Joe Cannon, now in his third year as editor, set out to make the newspaper and its Web site more appealing to Mormon readers. The effort already has made the paper’s Web site unusually active for a news organization its size, with 17 million page views a month. Visitors tend to linger, and half of them are from outside Utah, affirming Cannon’s strategy even as online advertising revenues remain marginal.

His aim is to reach out to "a very large Mormon diaspora across the country" that "puts us into a much larger pond," said Cannon, who was on the board of the Deseret News for a decade before taking over as editor. . .

Cannon said by making news coverage "more Mormon" he means appealing to a market niche larger than Utah instead of just a circulation territory.

This shift in focus at the Deseret News suggests a possible approach that would allows competing papers to coexist within the same market. In some ways it is not the same market because The Tribune is catering to the geographic region while the Deseret News is catering to the dominant culture of the region – even outside the immediate vicinity of the paper. The evidence of this is in the statement that "[t]he Salt Lake Tribune still is profitable, and together with the Deseret News is expected to remain on the short list of two-newspaper towns."
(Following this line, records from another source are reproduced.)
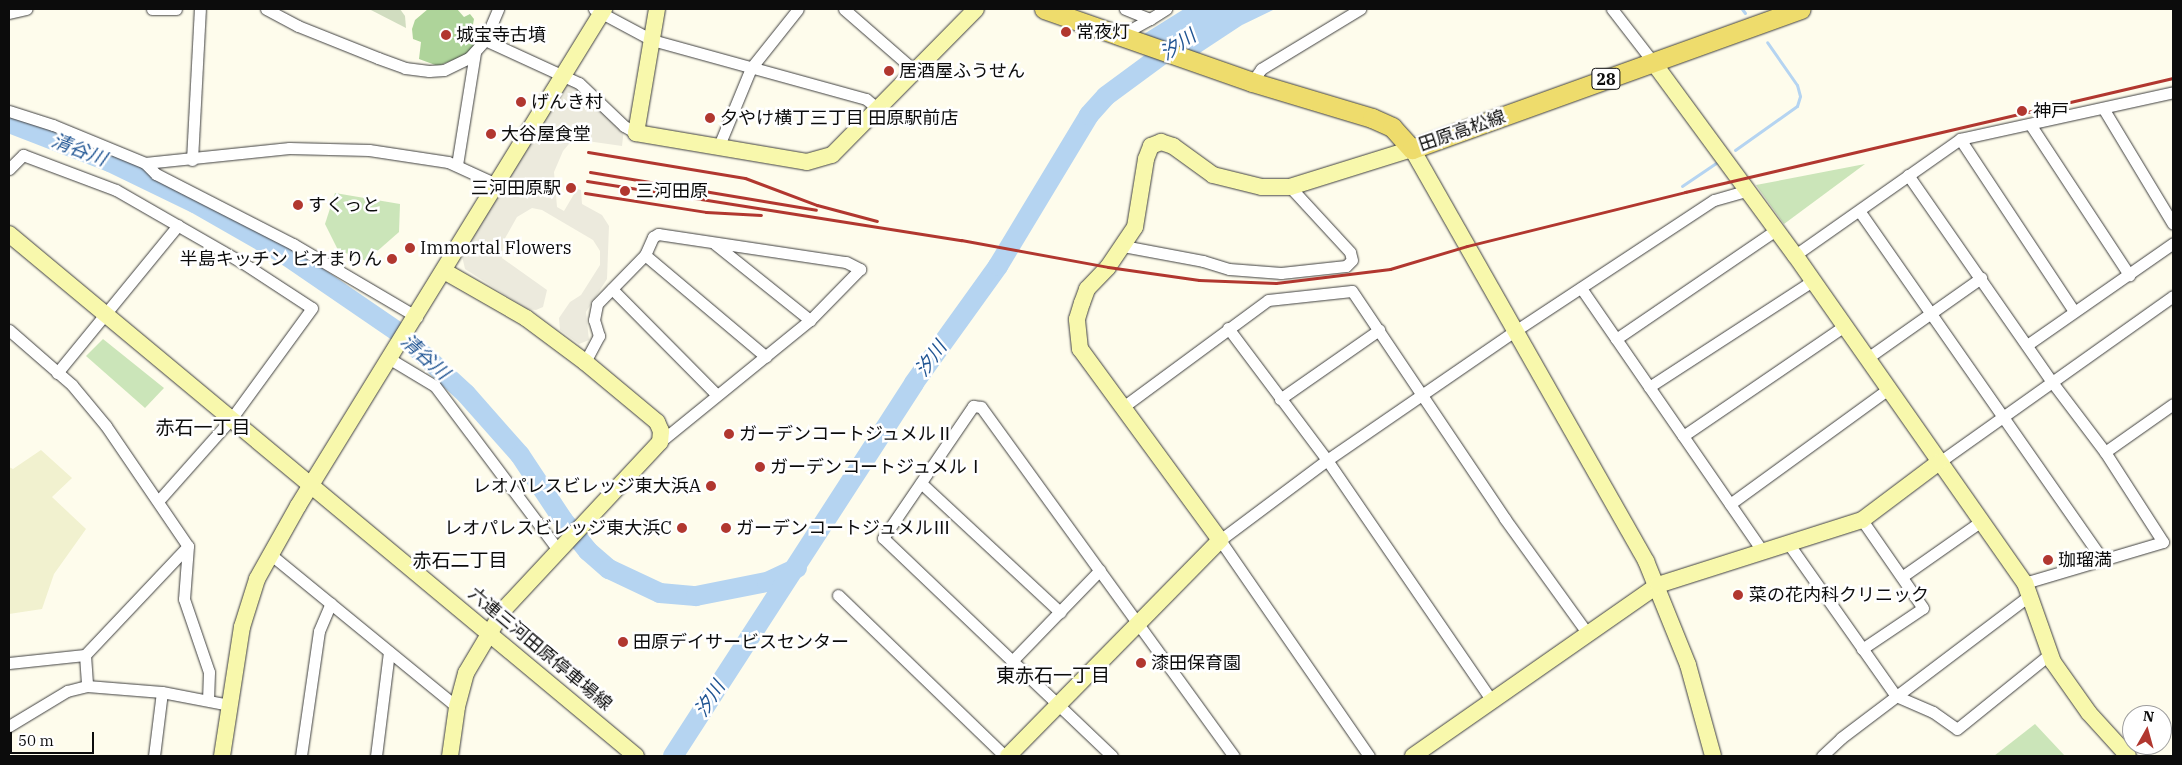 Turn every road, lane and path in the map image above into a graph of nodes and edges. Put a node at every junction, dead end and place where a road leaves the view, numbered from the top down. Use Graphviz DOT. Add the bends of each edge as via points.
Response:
graph roads {
  1 [pos="27,9"];
  2 [pos="152,9"];
  3 [pos="176,9"];
  4 [pos="200,9"];
  5 [pos="266,9"];
  6 [pos="498,9"];
  7 [pos="657,9"];
  8 [pos="798,9"];
  9 [pos="844,9"];
  10 [pos="976,9"];
  11 [pos="1044,9"];
  12 [pos="1126,9"];
  13 [pos="1166,9"];
  14 [pos="1360,9"];
  15 [pos="1612,9"];
  16 [pos="1801,9"];
  17 [pos="600,10"];
  18 [pos="9,13"];
  19 [pos="1150,19"];
  20 [pos="1124,36"];
  21 [pos="485,40"];
  22 [pos="652,40"];
  23 [pos="475,52"];
  24 [pos="1653,62"];
  25 [pos="751,68"];
  26 [pos="914,70"];
  27 [pos="564,74"];
  28 [pos="1252,82"];
  29 [pos="2173,92"];
  30 [pos="2102,108"];
  31 [pos="878,109"];
  32 [pos="9,111"];
  33 [pos="2030,124"];
  34 [pos="636,133"];
  35 [pos="1960,139"];
  36 [pos="718,148"];
  37 [pos="1412,149"];
  38 [pos="192,160"];
  39 [pos="145,163"];
  40 [pos="456,165"];
  41 [pos="9,169"];
  42 [pos="1908,175"];
  43 [pos="496,184"];
  44 [pos="1290,187"];
  45 [pos="1748,190"];
  46 [pos="1860,212"];
  47 [pos="2173,224"];
  48 [pos="178,225"];
  49 [pos="1776,230"];
  50 [pos="9,234"];
  51 [pos="714,242"];
  52 [pos="2173,243"];
  53 [pos="1123,246"];
  54 [pos="645,255"];
  55 [pos="1795,255"];
  56 [pos="444,271"];
  57 [pos="2129,275"];
  58 [pos="1981,278"];
  59 [pos="1812,281"];
  60 [pos="1581,288"];
  61 [pos="612,289"];
  62 [pos="2172,298"];
  63 [pos="2073,310"];
  64 [pos="1932,312"];
  65 [pos="105,315"];
  66 [pos="414,320"];
  67 [pos="810,320"];
  68 [pos="1844,326"];
  69 [pos="1228,328"];
  70 [pos="9,330"];
  71 [pos="1379,330"];
  72 [pos="1515,331"];
  73 [pos="1616,339"];
  74 [pos="2027,345"];
  75 [pos="391,356"];
  76 [pos="766,357"];
  77 [pos="1866,359"];
  78 [pos="586,362"];
  79 [pos="57,374"];
  80 [pos="2052,382"];
  81 [pos="1649,387"];
  82 [pos="1887,390"];
  83 [pos="1423,393"];
  84 [pos="716,394"];
  85 [pos="1280,399"];
  86 [pos="2173,404"];
  87 [pos="1123,407"];
  88 [pos="2003,416"];
  89 [pos="231,419"];
  90 [pos="1683,436"];
  91 [pos="660,442"];
  92 [pos="2105,452"];
  93 [pos="1327,460"];
  94 [pos="1938,463"];
  95 [pos="921,484"];
  96 [pos="312,486"];
  97 [pos="159,500"];
  98 [pos="1730,504"];
  99 [pos="1862,520"];
  100 [pos="1980,522"];
  101 [pos="1220,540"];
  102 [pos="1788,543"];
  103 [pos="188,546"];
  104 [pos="1762,550"];
  105 [pos="559,551"];
  106 [pos="270,554"];
  107 [pos="2103,560"];
  108 [pos="1100,570"];
  109 [pos="1903,576"];
  110 [pos="1658,585"];
  111 [pos="2027,590"];
  112 [pos="838,595"];
  113 [pos="331,603"];
  114 [pos="1060,612"];
  115 [pos="1139,625"];
  116 [pos="490,632"];
  117 [pos="1588,634"];
  118 [pos="1862,649"];
  119 [pos="389,652"];
  120 [pos="2050,654"];
  121 [pos="85,655"];
  122 [pos="1013,660"];
  123 [pos="9,663"];
  124 [pos="87,686"];
  125 [pos="162,692"];
  126 [pos="1896,696"];
  127 [pos="208,699"];
  128 [pos="1493,702"];
  129 [pos="229,705"];
  130 [pos="1060,705"];
  131 [pos="457,707"];
  132 [pos="9,726"];
  133 [pos="154,756"];
  134 [pos="222,756"];
  135 [pos="301,756"];
  136 [pos="376,756"];
  137 [pos="450,756"];
  138 [pos="636,756"];
  139 [pos="1007,756"];
  140 [pos="1112,756"];
  141 [pos="1234,756"];
  142 [pos="1369,756"];
  143 [pos="1413,756"];
  144 [pos="1713,756"];
  145 [pos="1822,756"];
  146 [pos="2128,756"];
  1 -- 18 [label="street"];
  2 -- 3 [label="street"];
  4 -- 38 [label="street"];
  5 -- 23 [label="street" via="298,26 405,68 444,70"];
  6 -- 21 [label="street"];
  7 -- 22 [label="street"];
  8 -- 25 [label="street"];
  9 -- 26 [label="street"];
  10 -- 26 [label="street"];
  11 -- 20 [label="main road, 田原高松線"];
  12 -- 19 [label="street"];
  13 -- 19 [label="street"];
  14 -- 28 [label="street" via="1261,69"];
  15 -- 24 [label="street"];
  16 -- 24 [label="main road, 田原高松線 / 28"];
  17 -- 22 [label="street"];
  17 -- 27 [label="street"];
  19 -- 20 [label="street"];
  20 -- 28 [label="main road, 田原高松線"];
  21 -- 23 [label="street"];
  21 -- 27 [label="street"];
  22 -- 25 [label="street"];
  22 -- 34 [label="street"];
  23 -- 40 [label="street"];
  24 -- 37 [label="main road, 田原高松線 / 28"];
  24 -- 45 [label="street"];
  25 -- 31 [label="street" via="866,98"];
  25 -- 36 [label="street"];
  26 -- 31 [label="street"];
  27 -- 34 [label="street"];
  27 -- 43 [label="street"];
  28 -- 37 [label="main road, 田原高松線" via="1372,118 1392,128"];
  29 -- 30 [label="street"];
  30 -- 33 [label="street"];
  30 -- 47 [label="street"];
  31 -- 36 [label="street" via="832,155 822,160 807,162"];
  32 -- 39 [label="street" via="53,125"];
  33 -- 35 [label="street"];
  33 -- 57 [label="street"];
  34 -- 36 [label="street"];
  35 -- 42 [label="street"];
  35 -- 63 [label="street"];
  37 -- 44 [label="street"];
  37 -- 72 [label="street"];
  38 -- 39 [label="street"];
  38 -- 40 [label="street" via="313,147 412,154"];
  39 -- 66 [label="street" via="156,174 293,244"];
  40 -- 43 [label="street"];
  41 -- 48 [label="street" via="23,155 116,190"];
  42 -- 46 [label="street"];
  42 -- 58 [label="street"];
  43 -- 56 [label="street"];
  44 -- 53 [label="street" via="1262,187 1213,175 1173,146 1162,142 1151,146 1135,227"];
  44 -- 53 [label="street" via="1350,252 1352,260 1346,266 1280,273 1229,269"];
  45 -- 49 [label="street"];
  45 -- 60 [label="street" via="1714,200"];
  46 -- 55 [label="street"];
  46 -- 64 [label="street"];
  48 -- 65 [label="street"];
  48 -- 89 [label="street" via="312,308"];
  49 -- 55 [label="street"];
  49 -- 73 [label="street"];
  50 -- 65 [label="street, 六連三河田原停車場線"];
  51 -- 54 [label="street" via="658,234 653,236"];
  51 -- 67 [label="street"];
  51 -- 67 [label="street" via="846,262 860,269"];
  52 -- 57 [label="street"];
  53 -- 87 [label="street" via="1087,289 1077,318 1080,349"];
  54 -- 61 [label="street"];
  54 -- 76 [label="street"];
  55 -- 59 [label="street"];
  56 -- 66 [label="street"];
  56 -- 78 [label="street" via="526,318"];
  57 -- 63 [label="street"];
  58 -- 64 [label="street"];
  58 -- 74 [label="street"];
  59 -- 68 [label="street"];
  59 -- 81 [label="street"];
  60 -- 72 [label="street"];
  60 -- 73 [label="street"];
  61 -- 78 [label="street" via="594,311 599,336"];
  61 -- 84 [label="street"];
  62 -- 80 [label="street"];
  63 -- 74 [label="street"];
  64 -- 77 [label="street"];
  64 -- 88 [label="street"];
  65 -- 79 [label="street"];
  65 -- 89 [label="street, 六連三河田原停車場線"];
  66 -- 75 [label="street"];
  67 -- 76 [label="street"];
  68 -- 77 [label="street"];
  68 -- 90 [label="street"];
  69 -- 71 [label="street" via="1268,300 1352,291"];
  69 -- 85 [label="street"];
  69 -- 87 [label="street"];
  70 -- 79 [label="street"];
  71 -- 83 [label="street"];
  71 -- 85 [label="street"];
  72 -- 83 [label="street"];
  72 -- 110 [label="street"];
  73 -- 81 [label="street"];
  74 -- 80 [label="street"];
  75 -- 96 [label="street"];
  75 -- 105 [label="street" via="435,386"];
  76 -- 84 [label="street"];
  77 -- 82 [label="street"];
  78 -- 91 [label="street" via="657,422"];
  79 -- 97 [label="street" via="72,385 106,426"];
  80 -- 88 [label="street"];
  80 -- 92 [label="street"];
  81 -- 90 [label="street"];
  82 -- 94 [label="street"];
  82 -- 98 [label="street"];
  83 -- 93 [label="street"];
  83 -- 117 [label="street" via="1505,519"];
  84 -- 91 [label="street"];
  85 -- 93 [label="street"];
  86 -- 92 [label="street"];
  87 -- 101 [label="street"];
  88 -- 94 [label="street"];
  88 -- 107 [label="street"];
  89 -- 96 [label="street, 六連三河田原停車場線"];
  89 -- 97 [label="street"];
  90 -- 98 [label="street"];
  91 -- 105 [label="street"];
  92 -- 107 [label="street" via="2163,542"];
  93 -- 101 [label="street"];
  93 -- 128 [label="street"];
  94 -- 99 [label="street"];
  94 -- 100 [label="street"];
  95 -- 108 [label="street" via="973,406 981,407"];
  95 -- 114 [label="street"];
  95 -- 122 [label="street" via="883,538"];
  96 -- 106 [label="street"];
  96 -- 116 [label="street, 六連三河田原停車場線"];
  97 -- 103 [label="street"];
  98 -- 104 [label="street"];
  99 -- 102 [label="street"];
  99 -- 109 [label="street"];
  100 -- 109 [label="street"];
  100 -- 111 [label="street"];
  101 -- 115 [label="street"];
  101 -- 142 [label="street"];
  102 -- 104 [label="street"];
  102 -- 118 [label="street"];
  103 -- 121 [label="street"];
  103 -- 127 [label="street" via="184,598 209,672"];
  104 -- 110 [label="street"];
  105 -- 116 [label="street" via="509,603"];
  106 -- 113 [label="street"];
  106 -- 129 [label="street" via="248,602"];
  107 -- 111 [label="street"];
  108 -- 114 [label="street"];
  108 -- 115 [label="street"];
  109 -- 118 [label="street" via="1923,608"];
  110 -- 117 [label="street"];
  110 -- 144 [label="street" via="1688,665"];
  111 -- 120 [label="street"];
  111 -- 126 [label="street"];
  112 -- 139 [label="street"];
  113 -- 119 [label="street"];
  113 -- 135 [label="street" via="319,631"];
  114 -- 122 [label="street"];
  115 -- 130 [label="street"];
  115 -- 141 [label="street"];
  116 -- 131 [label="street" via="474,655"];
  116 -- 138 [label="street, 六連三河田原停車場線"];
  117 -- 128 [label="street"];
  118 -- 126 [label="street"];
  119 -- 131 [label="street"];
  119 -- 136 [label="street"];
  120 -- 126 [label="street" via="1957,729 1933,712"];
  120 -- 146 [label="street" via="2089,713"];
  121 -- 123 [label="street"];
  121 -- 124 [label="street"];
  122 -- 130 [label="street"];
  124 -- 125 [label="street"];
  124 -- 132 [label="street" via="67,691"];
  125 -- 127 [label="street"];
  125 -- 133 [label="street"];
  126 -- 145 [label="street"];
  127 -- 129 [label="street"];
  128 -- 143 [label="street"];
  129 -- 134 [label="street"];
  130 -- 139 [label="street"];
  130 -- 140 [label="street"];
  131 -- 137 [label="street"];
}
The second piece of good news is that "[s]mall newspapers are generally holding their own because of unique demographics." This seems to validate things I have read suggesting that the quality of papers were falling as they tried to put more emphasis on non-local coverage. To me this would suggest, for example, that the Provo Daily Herald should have it’s "your town" coverage of outlying cities such as Lehi and Eagle Mountain replaced by local papers – possibly with a joint operating agreement between the various Utah County papers. I’ll bet that the Herald and the new local paper(s) would be better able to serve the population of Utah County than the current setup. (Similar to my previous disclaimer -this is nota  complaint against the Herald, but it should offer hope to any areas that feel underserved by it that there is an alternative path available.)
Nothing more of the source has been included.